Feature Story

Making the most of Myanmar’s youth for future development of country

15 July 2015

The United Nations Population Fund (UNFPA) urged the Myanmar government to further boost investment in its young people in order not to lose out on a possible “demographic dividend”, at a three day workshop on the sustainable development goals held on 10 July, 2015 at the Yangon University. Myanmar’s youth constitute a formidable potential productive asset for driving forward Myanmar’s on-going development. To date young people have been largely absent from participating in political and economic reforms, including the peace process.

Janet E. Jackson, UNFPA Representative in Myanmar stressed in her keynote speech the importance of continued investment in young people, citing the latest census results released in May, which showed that almost 51% of Myanmar's overall 51.5 population were below the age of 27. Within this group those aged 5-14 are the largest group and constitutes a "Youth Bulge" that can offer a possible "demographic dividend". "It is unlikely that this opportunity will come sometime again. For Myanmar to reap the benefits in the next 10-15 years, there needs to be targeted investments and work opportunities for young people, when they enter the working age. Myanmar could otherwise lose out in a possible ‘demographic dividend'. UNFPA is therefore urging Myanmar to act quickly and decisively in order for the country to prepare for reaping the demographic dividend. Investing in a highly educated workforce as well as creating equal job opportunities for boys and girls should be at the forefront of the Myanmar on-going social economic transition," said Ms. Jackson.

In her presentation Ms. Jackson showed a power point slide of a pot shaped pyramid that indicated Myanmar’s population decline, while it simultaneously is witnessing an opportunity for what is known as a “population bonus”. The “youth bulge” of approximately 10 million, presents a unique opportunity for sustainable economic growth. In order for this population bonus to reach its full potential, policies for young people before they enter the workforce, need to be in place. This will to ensure that they have better access to knowledge and skills through a strengthened education system as well as ensure equal opportunities for boys and girls.
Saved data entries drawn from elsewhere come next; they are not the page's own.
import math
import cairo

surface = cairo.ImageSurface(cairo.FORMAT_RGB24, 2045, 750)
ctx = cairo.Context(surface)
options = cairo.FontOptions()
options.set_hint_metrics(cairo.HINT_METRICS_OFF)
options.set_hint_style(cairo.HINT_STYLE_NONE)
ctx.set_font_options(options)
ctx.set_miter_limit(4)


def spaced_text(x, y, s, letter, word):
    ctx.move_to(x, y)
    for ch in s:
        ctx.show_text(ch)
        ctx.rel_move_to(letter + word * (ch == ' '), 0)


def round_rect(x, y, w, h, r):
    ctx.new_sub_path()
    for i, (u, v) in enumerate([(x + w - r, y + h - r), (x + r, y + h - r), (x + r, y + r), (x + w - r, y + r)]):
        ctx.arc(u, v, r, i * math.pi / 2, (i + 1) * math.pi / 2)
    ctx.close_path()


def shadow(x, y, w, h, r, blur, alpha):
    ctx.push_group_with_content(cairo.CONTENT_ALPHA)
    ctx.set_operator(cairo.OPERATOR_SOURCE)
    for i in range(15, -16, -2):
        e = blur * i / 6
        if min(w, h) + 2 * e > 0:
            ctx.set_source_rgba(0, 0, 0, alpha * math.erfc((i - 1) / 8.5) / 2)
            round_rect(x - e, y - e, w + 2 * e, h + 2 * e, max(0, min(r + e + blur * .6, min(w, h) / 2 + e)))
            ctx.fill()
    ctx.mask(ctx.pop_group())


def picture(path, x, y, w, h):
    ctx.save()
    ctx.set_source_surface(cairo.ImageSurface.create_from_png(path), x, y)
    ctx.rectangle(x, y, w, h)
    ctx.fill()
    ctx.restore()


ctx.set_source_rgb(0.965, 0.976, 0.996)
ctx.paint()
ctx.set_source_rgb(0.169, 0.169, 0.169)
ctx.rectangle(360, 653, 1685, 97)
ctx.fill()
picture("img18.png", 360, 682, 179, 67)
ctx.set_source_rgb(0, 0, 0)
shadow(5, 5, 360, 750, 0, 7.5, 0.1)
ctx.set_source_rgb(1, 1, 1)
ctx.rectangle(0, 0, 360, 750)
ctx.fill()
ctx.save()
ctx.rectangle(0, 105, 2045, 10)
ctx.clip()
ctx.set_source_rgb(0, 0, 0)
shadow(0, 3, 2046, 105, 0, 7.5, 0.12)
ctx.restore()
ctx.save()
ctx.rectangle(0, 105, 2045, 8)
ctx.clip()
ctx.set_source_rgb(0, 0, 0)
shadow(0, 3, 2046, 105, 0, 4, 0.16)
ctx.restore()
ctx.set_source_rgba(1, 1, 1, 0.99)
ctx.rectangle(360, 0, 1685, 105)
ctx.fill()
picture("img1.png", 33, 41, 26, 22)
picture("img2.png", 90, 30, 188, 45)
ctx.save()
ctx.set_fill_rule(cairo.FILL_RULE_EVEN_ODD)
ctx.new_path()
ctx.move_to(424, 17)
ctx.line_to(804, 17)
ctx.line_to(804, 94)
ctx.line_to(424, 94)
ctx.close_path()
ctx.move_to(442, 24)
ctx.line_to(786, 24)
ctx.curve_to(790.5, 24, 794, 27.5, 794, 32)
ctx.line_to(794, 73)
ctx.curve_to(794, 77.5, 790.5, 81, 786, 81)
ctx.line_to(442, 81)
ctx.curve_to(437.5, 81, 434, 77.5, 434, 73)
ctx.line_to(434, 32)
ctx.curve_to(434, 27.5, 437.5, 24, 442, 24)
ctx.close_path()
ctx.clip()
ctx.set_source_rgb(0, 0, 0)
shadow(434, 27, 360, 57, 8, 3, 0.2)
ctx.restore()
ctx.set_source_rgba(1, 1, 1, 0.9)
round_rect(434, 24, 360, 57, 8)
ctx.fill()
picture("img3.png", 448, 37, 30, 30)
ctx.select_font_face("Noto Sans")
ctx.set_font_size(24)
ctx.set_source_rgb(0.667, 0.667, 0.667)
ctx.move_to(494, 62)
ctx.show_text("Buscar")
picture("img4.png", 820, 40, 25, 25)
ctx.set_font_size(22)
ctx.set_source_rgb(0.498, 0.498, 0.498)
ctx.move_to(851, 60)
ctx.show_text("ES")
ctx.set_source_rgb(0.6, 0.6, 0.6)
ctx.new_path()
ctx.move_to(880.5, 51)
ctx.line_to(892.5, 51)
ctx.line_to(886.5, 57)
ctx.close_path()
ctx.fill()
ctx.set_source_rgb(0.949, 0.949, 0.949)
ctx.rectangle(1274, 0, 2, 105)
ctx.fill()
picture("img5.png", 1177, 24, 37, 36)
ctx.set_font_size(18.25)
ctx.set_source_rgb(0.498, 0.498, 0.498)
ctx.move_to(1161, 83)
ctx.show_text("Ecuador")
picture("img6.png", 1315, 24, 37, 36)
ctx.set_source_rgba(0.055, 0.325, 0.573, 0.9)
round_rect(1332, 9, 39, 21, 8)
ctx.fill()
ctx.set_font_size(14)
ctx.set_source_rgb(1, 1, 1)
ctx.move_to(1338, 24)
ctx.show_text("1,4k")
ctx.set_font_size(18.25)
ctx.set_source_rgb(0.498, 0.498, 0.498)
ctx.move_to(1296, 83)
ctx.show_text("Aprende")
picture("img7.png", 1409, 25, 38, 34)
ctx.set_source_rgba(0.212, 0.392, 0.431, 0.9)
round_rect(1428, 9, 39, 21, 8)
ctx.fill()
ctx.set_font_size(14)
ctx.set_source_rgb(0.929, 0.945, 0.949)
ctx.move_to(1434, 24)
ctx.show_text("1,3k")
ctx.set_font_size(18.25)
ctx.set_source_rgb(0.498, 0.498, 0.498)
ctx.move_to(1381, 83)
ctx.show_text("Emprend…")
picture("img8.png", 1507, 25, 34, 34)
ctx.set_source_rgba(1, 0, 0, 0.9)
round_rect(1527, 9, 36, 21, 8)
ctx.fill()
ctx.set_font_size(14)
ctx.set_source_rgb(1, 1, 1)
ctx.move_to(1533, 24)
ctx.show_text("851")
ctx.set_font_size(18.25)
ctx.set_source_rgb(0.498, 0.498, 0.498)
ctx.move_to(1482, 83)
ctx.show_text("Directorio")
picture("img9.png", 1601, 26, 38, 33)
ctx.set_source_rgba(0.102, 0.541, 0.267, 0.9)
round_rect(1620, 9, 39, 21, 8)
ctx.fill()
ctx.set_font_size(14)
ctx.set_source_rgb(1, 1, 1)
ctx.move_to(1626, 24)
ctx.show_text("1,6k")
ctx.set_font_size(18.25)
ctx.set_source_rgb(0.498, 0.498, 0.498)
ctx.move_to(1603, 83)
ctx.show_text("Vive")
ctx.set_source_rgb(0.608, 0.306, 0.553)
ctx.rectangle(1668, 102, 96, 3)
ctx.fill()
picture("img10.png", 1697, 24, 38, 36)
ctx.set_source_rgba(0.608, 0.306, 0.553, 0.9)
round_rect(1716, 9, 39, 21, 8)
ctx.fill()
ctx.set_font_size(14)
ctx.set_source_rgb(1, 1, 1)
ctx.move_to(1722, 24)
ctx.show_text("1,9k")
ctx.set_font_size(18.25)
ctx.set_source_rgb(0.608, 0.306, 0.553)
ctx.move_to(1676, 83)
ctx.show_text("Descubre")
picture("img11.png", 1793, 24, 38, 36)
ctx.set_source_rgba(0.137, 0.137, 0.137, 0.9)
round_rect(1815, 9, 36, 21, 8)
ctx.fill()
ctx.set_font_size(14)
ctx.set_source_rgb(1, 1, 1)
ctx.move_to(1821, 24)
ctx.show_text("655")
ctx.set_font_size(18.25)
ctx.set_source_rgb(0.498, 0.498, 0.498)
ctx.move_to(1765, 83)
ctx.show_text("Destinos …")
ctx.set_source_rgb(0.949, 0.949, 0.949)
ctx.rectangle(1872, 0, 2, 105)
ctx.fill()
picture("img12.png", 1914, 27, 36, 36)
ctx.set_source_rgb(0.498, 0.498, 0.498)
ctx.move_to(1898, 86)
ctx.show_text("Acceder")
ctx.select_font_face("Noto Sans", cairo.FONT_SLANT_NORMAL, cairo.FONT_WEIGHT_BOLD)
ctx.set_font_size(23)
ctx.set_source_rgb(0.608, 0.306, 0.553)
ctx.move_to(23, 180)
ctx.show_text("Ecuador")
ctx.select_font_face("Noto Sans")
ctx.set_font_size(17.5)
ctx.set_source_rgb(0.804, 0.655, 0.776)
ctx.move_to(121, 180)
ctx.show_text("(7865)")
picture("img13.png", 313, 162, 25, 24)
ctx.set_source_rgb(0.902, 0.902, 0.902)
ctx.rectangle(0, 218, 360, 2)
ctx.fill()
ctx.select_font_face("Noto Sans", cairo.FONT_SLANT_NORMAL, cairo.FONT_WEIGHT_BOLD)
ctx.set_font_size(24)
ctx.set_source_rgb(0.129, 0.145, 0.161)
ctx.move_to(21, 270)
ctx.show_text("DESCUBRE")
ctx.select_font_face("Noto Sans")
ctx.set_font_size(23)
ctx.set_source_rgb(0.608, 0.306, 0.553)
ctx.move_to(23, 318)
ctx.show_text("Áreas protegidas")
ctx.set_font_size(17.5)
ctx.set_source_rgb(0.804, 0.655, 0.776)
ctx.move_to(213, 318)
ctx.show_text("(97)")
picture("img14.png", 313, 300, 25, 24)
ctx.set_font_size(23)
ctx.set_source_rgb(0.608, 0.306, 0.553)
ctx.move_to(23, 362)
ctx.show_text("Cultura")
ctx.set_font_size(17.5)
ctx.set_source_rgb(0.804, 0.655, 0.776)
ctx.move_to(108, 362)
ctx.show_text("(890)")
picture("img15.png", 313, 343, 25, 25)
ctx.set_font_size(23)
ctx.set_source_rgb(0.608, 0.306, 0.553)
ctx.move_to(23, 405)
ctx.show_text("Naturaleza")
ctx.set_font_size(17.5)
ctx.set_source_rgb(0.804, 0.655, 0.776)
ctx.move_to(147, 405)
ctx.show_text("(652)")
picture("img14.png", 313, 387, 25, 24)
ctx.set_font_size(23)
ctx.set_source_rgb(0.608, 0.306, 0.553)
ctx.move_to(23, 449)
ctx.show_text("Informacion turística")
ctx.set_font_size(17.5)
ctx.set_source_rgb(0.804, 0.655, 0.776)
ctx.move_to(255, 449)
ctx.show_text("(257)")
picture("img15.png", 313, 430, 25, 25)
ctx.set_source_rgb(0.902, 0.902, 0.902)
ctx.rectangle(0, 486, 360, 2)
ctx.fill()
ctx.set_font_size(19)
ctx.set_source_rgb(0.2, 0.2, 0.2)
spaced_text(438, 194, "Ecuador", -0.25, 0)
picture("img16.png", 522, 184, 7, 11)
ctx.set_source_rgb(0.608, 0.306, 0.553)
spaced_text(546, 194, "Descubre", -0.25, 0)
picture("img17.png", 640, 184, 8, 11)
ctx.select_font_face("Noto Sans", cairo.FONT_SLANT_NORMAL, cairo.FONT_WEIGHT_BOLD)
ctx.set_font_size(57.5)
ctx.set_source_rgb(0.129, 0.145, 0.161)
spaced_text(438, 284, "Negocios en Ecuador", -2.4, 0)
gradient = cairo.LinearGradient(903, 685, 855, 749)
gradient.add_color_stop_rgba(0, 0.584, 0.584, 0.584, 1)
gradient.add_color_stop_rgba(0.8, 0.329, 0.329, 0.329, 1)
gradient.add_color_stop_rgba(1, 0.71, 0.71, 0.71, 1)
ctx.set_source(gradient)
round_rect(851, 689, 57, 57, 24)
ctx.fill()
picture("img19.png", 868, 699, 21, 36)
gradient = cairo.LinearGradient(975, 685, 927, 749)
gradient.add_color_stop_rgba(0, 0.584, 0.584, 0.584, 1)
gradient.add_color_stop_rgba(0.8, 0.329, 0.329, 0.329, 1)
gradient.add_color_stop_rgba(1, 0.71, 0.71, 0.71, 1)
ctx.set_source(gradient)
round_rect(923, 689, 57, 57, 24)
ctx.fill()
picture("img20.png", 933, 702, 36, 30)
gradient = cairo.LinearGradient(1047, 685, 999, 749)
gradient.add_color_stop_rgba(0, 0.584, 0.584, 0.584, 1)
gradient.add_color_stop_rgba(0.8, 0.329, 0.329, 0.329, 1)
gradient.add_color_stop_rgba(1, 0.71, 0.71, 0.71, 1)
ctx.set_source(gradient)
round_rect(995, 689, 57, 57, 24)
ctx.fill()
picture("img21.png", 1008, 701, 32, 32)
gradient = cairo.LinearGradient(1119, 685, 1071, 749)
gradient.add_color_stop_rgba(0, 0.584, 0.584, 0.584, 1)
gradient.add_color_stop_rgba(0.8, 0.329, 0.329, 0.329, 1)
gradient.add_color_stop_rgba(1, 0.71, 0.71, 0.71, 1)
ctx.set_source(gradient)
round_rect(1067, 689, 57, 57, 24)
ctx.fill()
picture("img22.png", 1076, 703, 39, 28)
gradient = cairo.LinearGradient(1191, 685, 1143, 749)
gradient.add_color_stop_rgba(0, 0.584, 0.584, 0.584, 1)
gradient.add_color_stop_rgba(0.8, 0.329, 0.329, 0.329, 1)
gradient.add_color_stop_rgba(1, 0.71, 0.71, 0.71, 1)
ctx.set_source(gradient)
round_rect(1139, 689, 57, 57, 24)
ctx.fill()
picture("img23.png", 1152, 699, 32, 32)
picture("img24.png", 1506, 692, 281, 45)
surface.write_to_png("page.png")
The aim of the three day workshop entitled: “Sustainable Development Goals: Informed by the Past, Looking to the Future” was to come up with suggestions and solutions for how to strengthening Myanmar’s ongoing reform, pressing forward in its aspiration to graduate to middle income country within its next stage of development. A range of related topics were tackled over the three days, including local governance, transparency, armed conflict and peace, economic growth such as urban and community development. Also on the agenda was improving access to health care and service delivery, education sector, employment opportunities, gender equality, alleviating poverty and using best practices for preserving Myanmar’s cultural heritage.

She emphasized that Myanmar was “poised for the next stage of development”. She said that the sustainable development goals are charting a new way for development that can be transformational for the country. Referring to a reference that Myanmar’s late entry onto the development path, she said that “There is no reason that a late comer could not become a forerunner, provided that Myanmar plans on the basis of inclusive equitable growth and makes deliberate efforts to engage and provide opportunities for young people’s potential to be fulfilled.”

The demographic dividend concept was coined in 1994 at the International Conference on Population and Development (ICPD) held in Cairo, Egypt. The term refers to a period of 20-30 years within a country when fertility rates fall due to significant reductions in child and infant mortality rates. As families become smaller this cuts spending on non-productive dependents and boosts economic growth.  The decline in family sizes are often followed by an increase in the average life expectancy that increases the portion of the population that is in the working age-group (15-64).

The 2014 census data showed that the labour force among the population age between 15-64 years is 67%. Males constitute a significantly higher proportion of the work force with 85.5% compared to that of females 50.5%. Unemployment is 4% and nearly twice as high for those aged 15-29.

The three day workshop was organised in cooperation Australia Myanmar Institute (AMI), the University of Yangon, and Myanmar Institute of Strategic and International Studies (MISIS). According to the Ministry of Planning’s keynote speech at the conference, Myanmar is in the process of developing a 2016-2030 long-term plan and its framework for its next five-year plan is expected to be ready for wider consultation in September/October 2015. 

With only a few months until the United Nations’ eight Millennium Development Goals (MDGs) expires and are officially transferred into 17 Sustainable Development Goals (SDGs) the global countdown has begun. Representatives from the international and Myanmar academic community, United Nations Population Fund (UNFPA) representatives and other UN bodies, international and non-government organizations, including the media attended the three day workshop to discuss how to adapt and implement the new post-2015 United Nations sustainable development goals into the on-going Myanmar reform process.